O Estado de S. Paulo
Trégua de seis meses nas pesquisas sobre IA não vai resolver nada. Olhe com ternura e compaixão para o mundo à sua volta, pois ele vai desaparecer num suspiro
De umas poucas semanas para cá, o
historiador israelense Yuval Harari escreveu um par de artigos afirmando que a
inteligência artificial (IA) “hackeou” o “sistema operacional” da espécie
humana. Tratase de uma metáfora: “sistema operacional”, aqui, significa
linguagem. A máquina finalmente dominou nossas formas de expressão e
comunicação – e o perigo que isso representa é inédito, colossal, maior do que
qualquer outro que tenhamos conhecido antes.

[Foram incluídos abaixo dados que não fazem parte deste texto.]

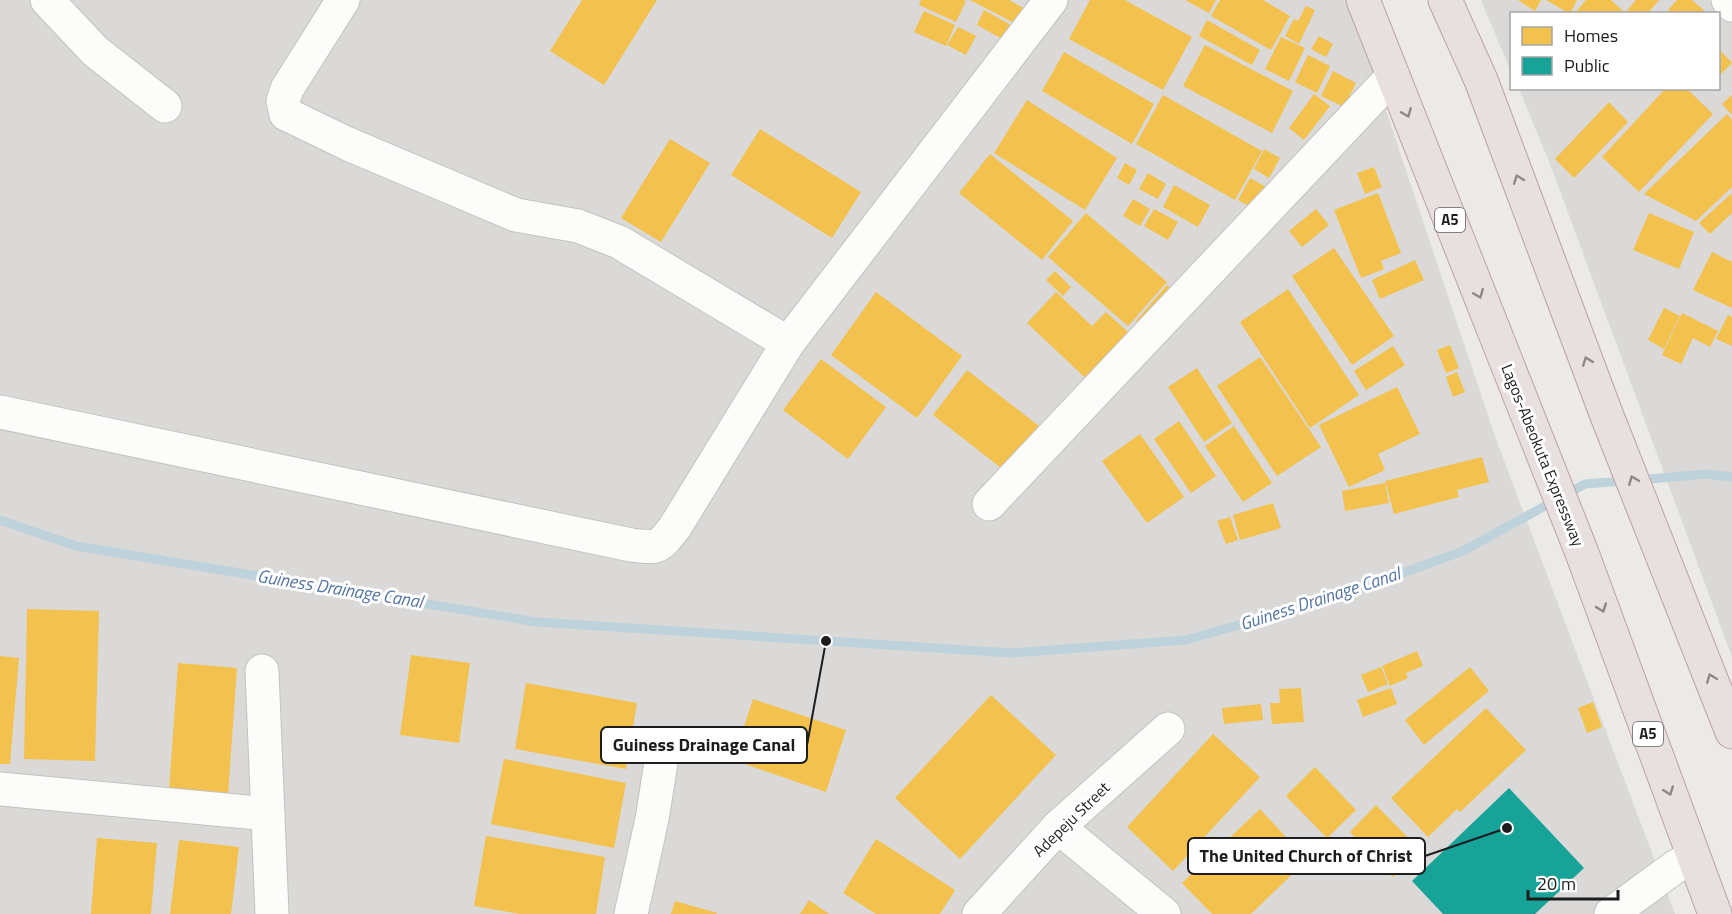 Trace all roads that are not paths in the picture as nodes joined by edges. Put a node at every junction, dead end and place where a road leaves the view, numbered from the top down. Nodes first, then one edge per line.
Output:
1 (47, 0) edge
2 (343, 0) edge
3 (1051, 0) edge
4 (1363, 0) edge
5 (1445, 0) edge
6 (1728, 0) edge
7 (1732, 5) edge
8 (1392, 76) junction
9 (165, 106) dead end
10 (788, 343) junction
11 (0, 412) edge
12 (989, 504) dead end
13 (262, 671) dead end
14 (1168, 729) dead end
15 (1732, 732) edge
16 (661, 763) dead end
17 (0, 789) edge
18 (268, 814) junction
19 (1058, 827) junction
20 (1693, 856) junction
21 (272, 914) edge
22 (631, 914) edge
23 (979, 914) edge
24 (1164, 914) edge
25 (1611, 914) edge
26 (1715, 914) edge

1 - 9 street
2 - 10 street
3 - 10 street
4 - 8 highway, Lagos-Abeokuta Expressway / A5
15 -> 5 highway
6 - 7 street
8 - 12 street
8 -> 20 highway, Lagos-Abeokuta Expressway / A5
10 - 11 street
13 - 18 street
14 - 19 street, Adepeju Street
16 - 22 street
17 - 18 street
18 - 21 street
19 - 23 street, Adepeju Street
19 - 24 street
20 - 25 street
20 - 26 highway, Lagos-Abeokuta Expressway / A5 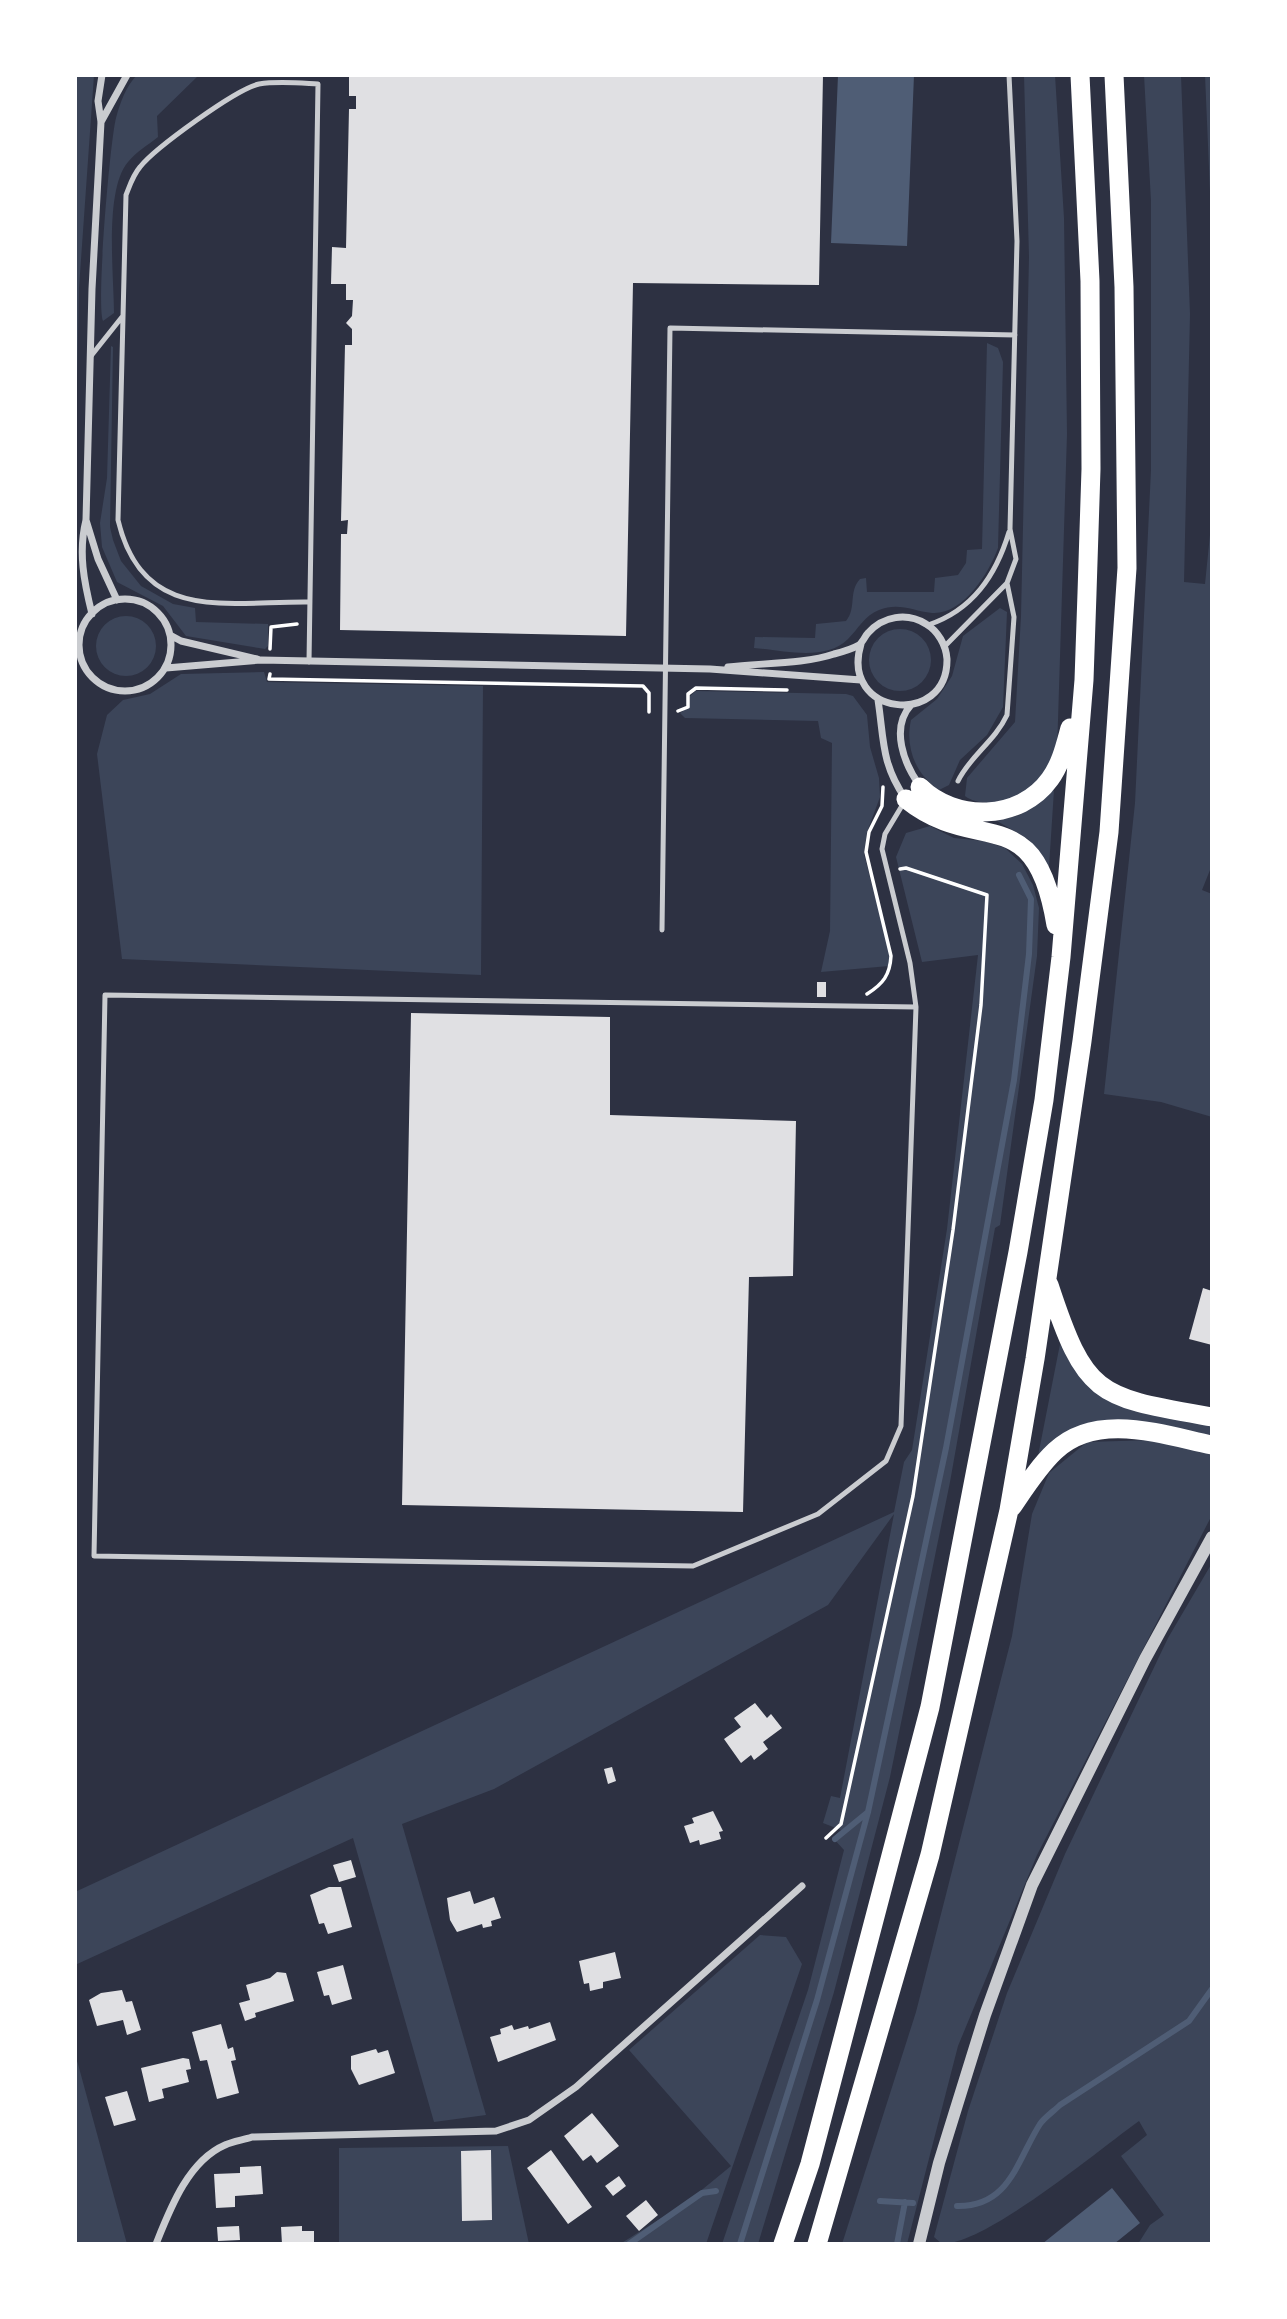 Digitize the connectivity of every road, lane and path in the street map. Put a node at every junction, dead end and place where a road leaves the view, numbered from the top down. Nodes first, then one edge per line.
1 (102, 75) edge
2 (127, 75) edge
3 (1009, 75) edge
4 (1080, 75) edge
5 (1114, 75) edge
6 (101, 122) junction
7 (122, 317) junction
8 (1015, 335) junction
9 (90, 358) junction
10 (86, 520) junction
11 (1010, 529) junction
12 (1007, 583) junction
13 (117, 600) junction
14 (309, 602) junction
15 (92, 614) junction
16 (300, 624) dead end
17 (928, 625) junction
18 (170, 635) junction
19 (861, 645) junction
20 (944, 647) junction
21 (270, 652) dead end
22 (261, 660) junction
23 (309, 662) junction
24 (166, 668) junction
25 (665, 668) junction
26 (710, 669) junction
27 (270, 674) dead end
28 (861, 680) junction
29 (1084, 680) junction
30 (792, 690) dead end
31 (878, 700) junction
32 (911, 705) junction
33 (676, 711) dead end
34 (649, 712) dead end
35 (958, 781) dead end
36 (883, 783) dead end
37 (913, 793) junction
38 (898, 870) dead end
39 (662, 930) dead end
40 (1061, 957) junction
41 (862, 998) dead end
42 (916, 1007) junction
43 (1047, 1281) junction
44 (1212, 1417) edge
45 (1212, 1445) edge
46 (1009, 1510) junction
47 (1212, 1537) edge
48 (826, 1838) dead end
49 (802, 1886) dead end
50 (156, 2244) edge
51 (783, 2244) edge
52 (817, 2244) edge
53 (919, 2244) edge

1 - 6 street
2 - 6 street
3 - 8 lane
4 - 29 highway
5 - 43 highway
6 - 9 street
7 - 9 lane
7 - 14 lane
7 - 14 lane
8 - 11 lane
8 - 25 lane
9 - 10 street
10 - 13 street
10 - 15 street
11 - 12 lane
11 - 17 lane
12 - 20 lane
12 - 35 lane
13 - 15 street
13 - 18 street
14 - 23 lane
15 - 24 street
16 - 21 path
17 - 19 street
17 - 20 street
18 - 22 street
18 - 24 street
19 - 26 street
19 - 28 street
20 - 32 street
22 - 23 street
22 - 24 street
23 - 25 street
25 - 26 street
25 - 39 lane
26 - 28 street
27 - 34 path
28 - 31 street
29 - 37 highway
29 - 40 highway
30 - 33 path
31 - 32 street
31 - 37 street
32 - 37 street
36 - 41 path
37 - 40 highway
37 - 42 lane
38 - 48 path
40 - 51 highway
42 - 42 lane
43 - 44 highway
43 - 46 highway
45 - 46 highway
46 - 52 highway
47 - 53 street
49 - 50 street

Harari tece raciocínios com uma limpidez irresistível. Autor de best-sellers mundiais, como Homo Sapiens (publicado no Brasil pela Companhia das Letras), tem o dom de tornar palatáveis, acessíveis e até mesmo envolventes alguns dos mais excruciantes dilemas do nosso tempo. O primeiro dos artigos, originalmente publicado no The New York Times, foi traduzido em jornais brasileiros. O Estadão o estampou em suas páginas no dia 28 de março, com o título de O domínio da inteligência artificial sobre a linguagem é uma ameaça à civilização.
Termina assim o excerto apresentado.